» Problem requirements
Please set down, exactly as written, the line containing "Digitize the connectivity" and every line after it through the end of the records.

» Provided records
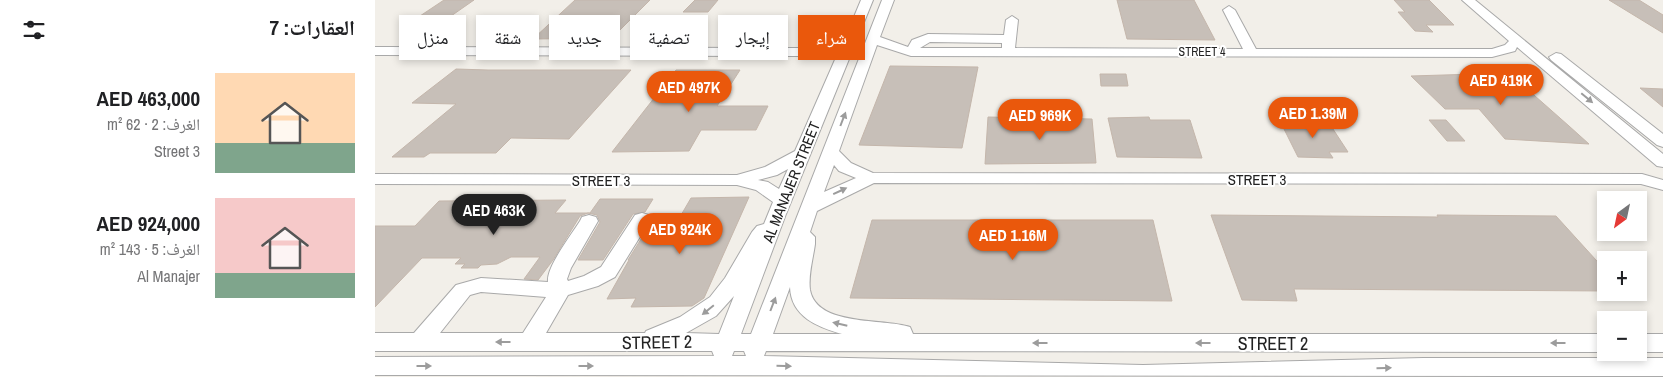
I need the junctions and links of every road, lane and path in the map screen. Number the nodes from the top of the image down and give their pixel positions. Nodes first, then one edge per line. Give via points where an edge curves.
1 (867, 0) edge
2 (888, 0) edge
3 (1468, 0) edge
4 (1485, 0) edge
5 (1229, 10) dead end
6 (861, 15) edge
7 (1012, 20) dead end
8 (874, 39) junction
9 (1516, 40) junction
10 (1008, 45) junction
11 (375, 51) edge
12 (798, 52) edge
13 (911, 52) junction
14 (1251, 52) junction
15 (1492, 53) junction
16 (827, 60) edge
17 (841, 60) edge
18 (839, 64) junction
19 (1549, 66) junction
20 (862, 69) junction
21 (1663, 142) edge
22 (831, 151) junction
23 (802, 154) junction
24 (1663, 162) edge
25 (871, 178) junction
26 (375, 179) edge
27 (1642, 179) junction
28 (737, 180) junction
29 (1663, 185) edge
30 (780, 207) junction
31 (807, 216) junction
32 (642, 219) dead end
33 (589, 221) dead end
34 (561, 290) junction
35 (375, 342) edge
36 (421, 342) junction
37 (529, 342) junction
38 (641, 342) junction
39 (727, 342) junction
40 (759, 342) junction
41 (939, 342) junction
42 (1597, 343) edge
43 (1647, 343) edge
44 (1663, 343) edge
45 (750, 365) junction
46 (375, 366) edge
47 (718, 366) junction
48 (1663, 367) edge
49 (1426, 372) edge
50 (1533, 372) edge
51 (1594, 372) edge
52 (1137, 376) edge

1 - 6 street, AL MANAJER STREET
2 - 8 street, AL MANAJER STREET
3 - 9 street
4 - 21 street
5 - 14 street
7 - 10 street
8 - 13 street, STREET 4
8 - 20 street, AL MANAJER STREET
9 - 15 street, STREET 4 via 1510,48
9 - 19 street
10 - 13 street, STREET 4
10 - 14 street, STREET 4
11 - 12 street
13 - 20 street, STREET 4 via 883,58
14 - 15 street, STREET 4
15 - 19 street, STREET 4
16 - 18 street
17 - 18 street, AL MANAJER STREET
18 - 23 street, AL MANAJER STREET
19 -> 24 street
22 -> 20 street, AL MANAJER STREET
22 - 25 street, STREET 3 via 845,167
22 - 31 street, AL MANAJER STREET
23 - 28 street, STREET 3 via 771,171
23 - 30 street, AL MANAJER STREET
24 - 27 street via 1657,172
25 - 27 street, STREET 3
31 -> 25 street, STREET 3 via 840,190
26 - 28 street, STREET 3
27 - 29 street, STREET 3
28 - 30 street, STREET 3 via 762,186
30 -> 38 street via 749,250 732,284 719,301 689,323
30 - 39 street, AL MANAJER STREET
40 -> 31 street, AL MANAJER STREET
41 -> 31 street, STREET 2 via 835,324 810,312 799,292 806,251
32 - 34 street via 608,272
33 - 34 street via 561,268 557,278
34 - 36 street via 471,286 463,290
34 - 37 street
35 - 36 street, STREET 2
37 -> 36 street, STREET 2
37 - 38 street, STREET 2
38 - 39 street, STREET 2
39 - 40 street, STREET 2
39 - 47 street, AL MANAJER STREET
40 - 41 street, STREET 2
40 - 45 street, AL MANAJER STREET
42 -> 41 street, STREET 2
43 - 44 street
45 - 47 street, STREET 2
45 -> 52 street, STREET 2
46 -> 47 street, STREET 2
48 - 51 street, STREET 2
49 - 50 street, STREET 2
52 -> 49 street, STREET 2
50 - 51 street, STREET 2

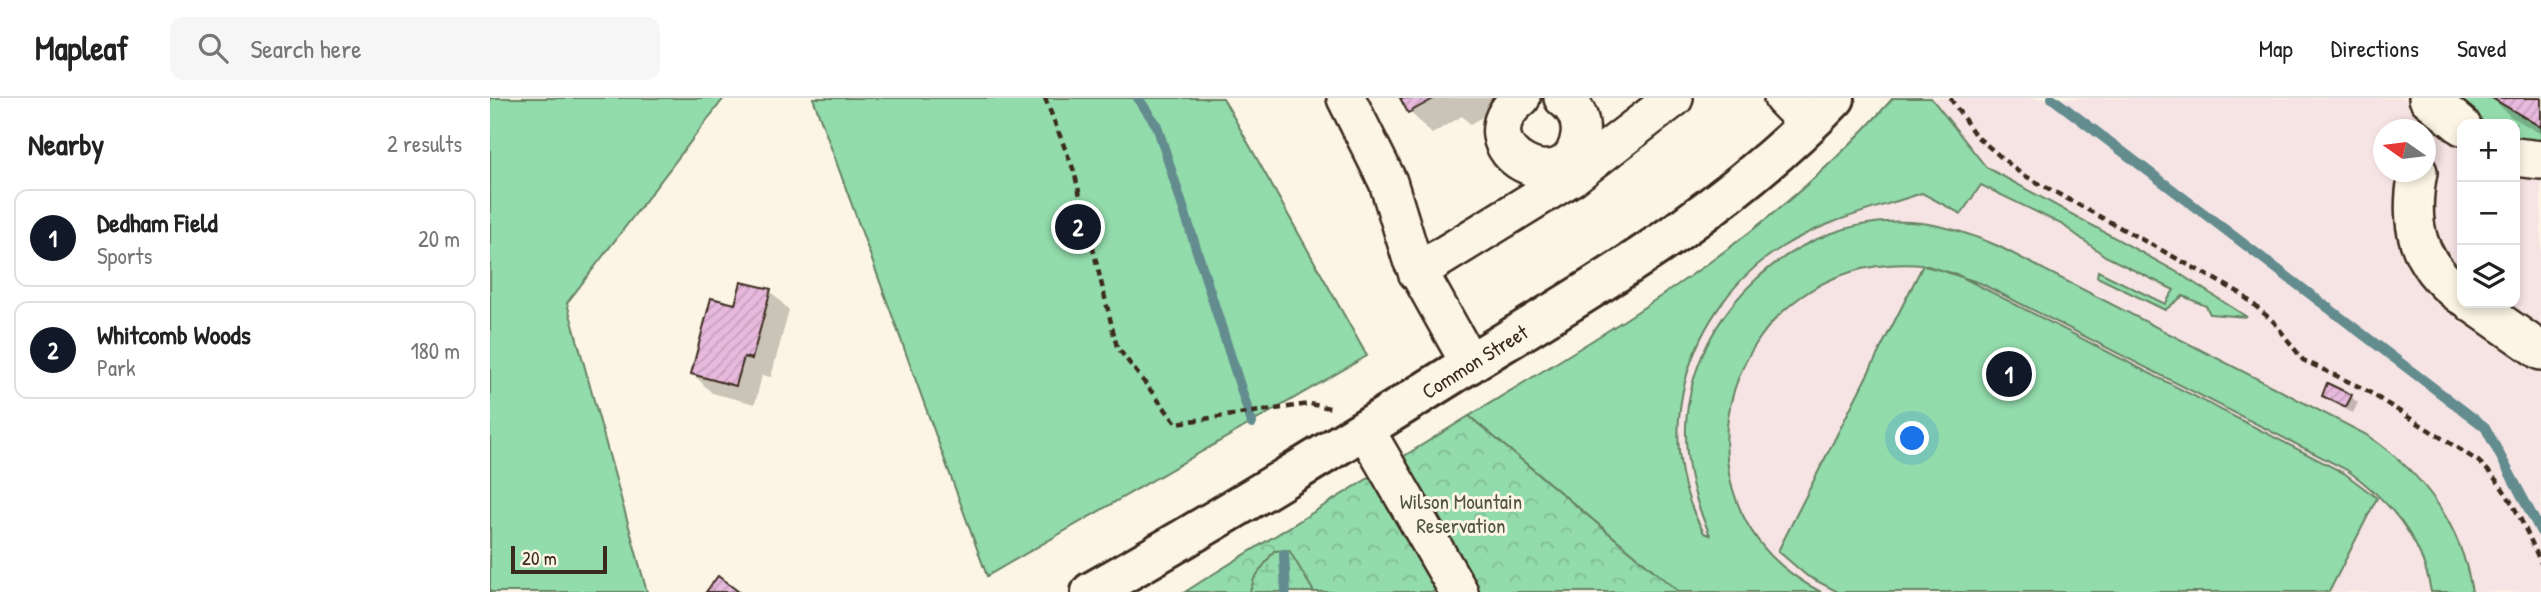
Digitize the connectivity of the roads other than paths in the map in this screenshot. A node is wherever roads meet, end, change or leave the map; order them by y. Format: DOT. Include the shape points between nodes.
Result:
graph roads {
  1 [pos="1346,98"];
  2 [pos="1521,98"];
  3 [pos="1563,98"];
  4 [pos="1674,98"];
  5 [pos="2425,98"];
  6 [pos="1809,107"];
  7 [pos="2424,119"];
  8 [pos="2457,122"];
  9 [pos="2520,158"];
  10 [pos="2541,160"];
  11 [pos="1572,167"];
  12 [pos="2416,182"];
  13 [pos="1418,272"];
  14 [pos="2457,291"];
  15 [pos="2479,308"];
  16 [pos="2541,351"];
  17 [pos="1471,364"];
  18 [pos="1366,431"];
  19 [pos="1091,592"];
  20 [pos="1459,592"];
  1 -- 13 [label="lane" via="1388,182"];
  2 -- 11 [label="lane" via="1506,115 1503,128 1509,153 1530,169"];
  3 -- 11 [label="lane" via="1578,114 1581,127"];
  4 -- 11 [label="lane"];
  5 -- 7 [label="lane"];
  5 -- 8 [label="lane"];
  6 -- 17 [label="main road, Common Street" via="1752,177 1632,265"];
  9 -- 10 [label="lane"];
  11 -- 13 [label="lane"];
  12 -- 14 [label="lane" via="2412,211 2418,243"];
  13 -- 17 [label="lane"];
  15 -- 16 [label="lane"];
  17 -- 18 [label="main road, Common Street"];
  18 -- 19 [label="main road, Common Street"];
  18 -- 20 [label="lane"];
}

» Result of this task
Digitize the connectivity of the roads other than paths in the map in this screenshot. A node is wherever roads meet, end, change or leave the map; order them by y. Format: DOT. Include the shape points between nodes.
Result:
graph roads {
  1 [pos="1346,98"];
  2 [pos="1521,98"];
  3 [pos="1563,98"];
  4 [pos="1674,98"];
  5 [pos="2425,98"];
  6 [pos="1809,107"];
  7 [pos="2424,119"];
  8 [pos="2457,122"];
  9 [pos="2520,158"];
  10 [pos="2541,160"];
  11 [pos="1572,167"];
  12 [pos="2416,182"];
  13 [pos="1418,272"];
  14 [pos="2457,291"];
  15 [pos="2479,308"];
  16 [pos="2541,351"];
  17 [pos="1471,364"];
  18 [pos="1366,431"];
  19 [pos="1091,592"];
  20 [pos="1459,592"];
  1 -- 13 [label="lane" via="1388,182"];
  2 -- 11 [label="lane" via="1506,115 1503,128 1509,153 1530,169"];
  3 -- 11 [label="lane" via="1578,114 1581,127"];
  4 -- 11 [label="lane"];
  5 -- 7 [label="lane"];
  5 -- 8 [label="lane"];
  6 -- 17 [label="main road, Common Street" via="1752,177 1632,265"];
  9 -- 10 [label="lane"];
  11 -- 13 [label="lane"];
  12 -- 14 [label="lane" via="2412,211 2418,243"];
  13 -- 17 [label="lane"];
  15 -- 16 [label="lane"];
  17 -- 18 [label="main road, Common Street"];
  18 -- 19 [label="main road, Common Street"];
  18 -- 20 [label="lane"];
}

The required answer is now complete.